In reality, almost all those who killed and wounded hundreds on February 20th in Kiev were not trained ‘snipers’ at all. For the most part, they shot hunting rifles, Makarov pistols, and occasionally modified Kalashnikovs. Some videos show police firing rifles with scopes. However, they are not positioned on building roofs in order to carry out a clandestine sniping operation, but rather they are openly deployed on the streets during a retreat before a violent and advancing crowd, some of whom were deploying firearms as well. Mounting evidence shows that some were shooting of both police and civilians, and those doing so were not police or Berkut sent out by President Yanukovich, as the Ukrainian opposition and Western governments and media assume. Rather, they were members of primarily neo-fascist groups taking part in what had already become very violent demonstrations: Right Sector (RS), the Social-National Assembly (SNA), and Svoboda. The escalation from Molotov cocktails, chains, and massive bricks was not a distant leap.
Indeed, in less than two weeks after the massacre and Yanukovich’s ensuing removal from power, there emerged an audiotape – likely a Russian or Ukrainian government intercept – of a telephone conversation between Estonian Foreign Minister Urmas Paet and the EU’s Catherine Ashton in which Paet states that his feeling, and that in Kiev generally, was growing that someone from the new Maidan regime was behind the shooting.
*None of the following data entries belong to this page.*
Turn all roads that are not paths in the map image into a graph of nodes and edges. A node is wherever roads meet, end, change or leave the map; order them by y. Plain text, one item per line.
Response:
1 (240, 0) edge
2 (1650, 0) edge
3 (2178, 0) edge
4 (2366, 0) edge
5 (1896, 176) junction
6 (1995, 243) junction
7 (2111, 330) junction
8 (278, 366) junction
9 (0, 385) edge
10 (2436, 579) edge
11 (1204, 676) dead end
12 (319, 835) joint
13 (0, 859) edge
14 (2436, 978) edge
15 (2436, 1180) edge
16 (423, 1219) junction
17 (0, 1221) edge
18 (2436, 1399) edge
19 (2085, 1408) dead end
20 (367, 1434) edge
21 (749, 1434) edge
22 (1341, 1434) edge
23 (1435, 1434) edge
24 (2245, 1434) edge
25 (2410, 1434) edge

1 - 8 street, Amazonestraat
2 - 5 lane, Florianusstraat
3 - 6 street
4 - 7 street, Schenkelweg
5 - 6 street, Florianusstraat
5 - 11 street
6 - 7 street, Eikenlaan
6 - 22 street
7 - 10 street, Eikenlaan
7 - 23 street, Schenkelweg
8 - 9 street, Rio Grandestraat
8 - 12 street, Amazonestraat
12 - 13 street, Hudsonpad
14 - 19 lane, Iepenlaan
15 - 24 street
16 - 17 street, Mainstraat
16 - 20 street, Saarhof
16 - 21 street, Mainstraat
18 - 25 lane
Although Ashton agreed when pressed by Paet that there needed to be an investigation, neither party made any public effort to push the issue again, still less demand an investigation.[1] Nor did any other foreign government or international governmental organization do so, with the exception of Russia, which repeatedly demanded an investigation. The three days of killing peaked on the 20th and coincided with the signing of the ill-fated agreement signed by Yanukovich and three opposition party leaders and brokered by Russia and the foreign ministers of Germany, France and Poland.
February 18th
February 18th, black Tuesday, saw 17 deaths in Kiev. Most were killed in fighting around the Supreme Rada and Trade Union buildings. The Maidan’s ‘Self Defense’ (MSD) ‘heavenly hundreds’ and the neo-fascist Right Sector (RS) attempted to storm the building of the parliament, the Supreme Rada, and set the Party of Regions headquarters in Kiev on fire blocking the exits, killing one worker and seven Berkut and MVD police. Another fire set by RS fighters intended to block the advance of spetsnaz killed at least two Maidan protestors in the Trade Union House, which was used by the Maidan Self-Defense (which organized and supervised the so-called ‘hundreds’ or sotniki units of Maidan self-defense forces) and RS as headquarters and from where much gunfire would target police in the coming days.[2] In response, the Yanukovich government authorized plans ‘Boomerang’ and ‘Khvylia’ for the the seizure of the Maidan and its headquarters. An Alfa officer, who led one of the SBU groups that stormed the Trade Union Building, stated that their main task was to seize the building’s 5th floor. The RS occupied the entire floor, which served as both Maidan’s headquarters and the base of RS and contained a cache of weapons. [Ivan] Katchanovski’s study [University of Ottawa] cites two radio intercepts of Internal Troops units and Alfa commanders and snipers which confirm that the MSD and RS blocked their attempts to seize the Maidan headquarters and Trade Union building on February 18 by setting the building on fire and using live ammunition. Also, a radio intercept of Alfa commanders contains their report about deploying SBU snipers to counter two Maidan “snipers” or spotters located on a Maidan-controlled building.[3]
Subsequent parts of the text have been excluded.